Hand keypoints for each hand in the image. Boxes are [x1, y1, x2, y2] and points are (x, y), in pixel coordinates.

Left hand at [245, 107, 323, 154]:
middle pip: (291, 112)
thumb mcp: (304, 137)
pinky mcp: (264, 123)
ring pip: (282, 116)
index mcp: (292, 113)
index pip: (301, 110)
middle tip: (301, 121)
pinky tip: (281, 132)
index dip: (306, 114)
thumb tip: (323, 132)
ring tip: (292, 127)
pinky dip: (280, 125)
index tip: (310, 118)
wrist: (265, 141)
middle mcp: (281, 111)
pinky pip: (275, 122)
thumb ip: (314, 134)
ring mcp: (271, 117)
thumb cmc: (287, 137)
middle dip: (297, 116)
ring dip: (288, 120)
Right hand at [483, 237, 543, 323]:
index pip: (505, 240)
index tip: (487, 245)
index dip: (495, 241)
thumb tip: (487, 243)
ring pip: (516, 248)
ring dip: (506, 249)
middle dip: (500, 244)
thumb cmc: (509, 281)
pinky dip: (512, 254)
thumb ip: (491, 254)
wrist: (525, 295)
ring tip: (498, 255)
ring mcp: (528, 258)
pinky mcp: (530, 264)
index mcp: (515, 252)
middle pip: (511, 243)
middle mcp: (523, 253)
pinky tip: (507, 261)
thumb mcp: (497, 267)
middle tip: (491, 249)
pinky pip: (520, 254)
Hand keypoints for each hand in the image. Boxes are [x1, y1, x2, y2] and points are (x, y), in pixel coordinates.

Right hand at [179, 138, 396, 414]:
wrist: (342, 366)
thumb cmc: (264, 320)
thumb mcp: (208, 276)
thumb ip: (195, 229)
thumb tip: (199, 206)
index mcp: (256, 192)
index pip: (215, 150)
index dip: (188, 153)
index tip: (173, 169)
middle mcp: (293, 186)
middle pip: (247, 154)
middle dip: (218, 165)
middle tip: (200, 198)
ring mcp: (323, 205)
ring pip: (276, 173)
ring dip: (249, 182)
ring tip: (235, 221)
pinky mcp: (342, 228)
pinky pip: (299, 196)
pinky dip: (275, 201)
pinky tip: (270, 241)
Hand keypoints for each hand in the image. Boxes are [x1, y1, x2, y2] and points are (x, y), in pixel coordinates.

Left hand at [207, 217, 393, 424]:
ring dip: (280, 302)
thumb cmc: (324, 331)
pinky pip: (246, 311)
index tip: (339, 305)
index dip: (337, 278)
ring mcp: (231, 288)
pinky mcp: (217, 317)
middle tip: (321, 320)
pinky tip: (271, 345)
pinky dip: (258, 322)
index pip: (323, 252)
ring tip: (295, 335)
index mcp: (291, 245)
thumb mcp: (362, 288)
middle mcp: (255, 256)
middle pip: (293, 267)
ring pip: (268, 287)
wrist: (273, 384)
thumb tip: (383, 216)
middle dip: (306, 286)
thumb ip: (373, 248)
────
Problem to solve: When the line with "pinky dip: (280, 125)" is reached in the data above, start copying there, and copy each line exactly until the line with "middle pip: (511, 243)" has been copied; copy nothing else.

Expected answer:
pinky dip: (280, 125)
index tip: (310, 118)
wrist: (265, 141)
middle mcp: (281, 111)
pinky pip: (275, 122)
thumb ip: (314, 134)
ring mcp: (271, 117)
thumb cmc: (287, 137)
middle dip: (297, 116)
ring dip: (288, 120)
Right hand at [483, 237, 543, 323]:
index pip: (505, 240)
index tip: (487, 245)
index dip: (495, 241)
thumb tip: (487, 243)
ring pip: (516, 248)
ring dip: (506, 249)
middle dip: (500, 244)
thumb cmc: (509, 281)
pinky dip: (512, 254)
thumb ip: (491, 254)
wrist: (525, 295)
ring tip: (498, 255)
ring mcp: (528, 258)
pinky mcp: (530, 264)
index mcp: (515, 252)
middle pip: (511, 243)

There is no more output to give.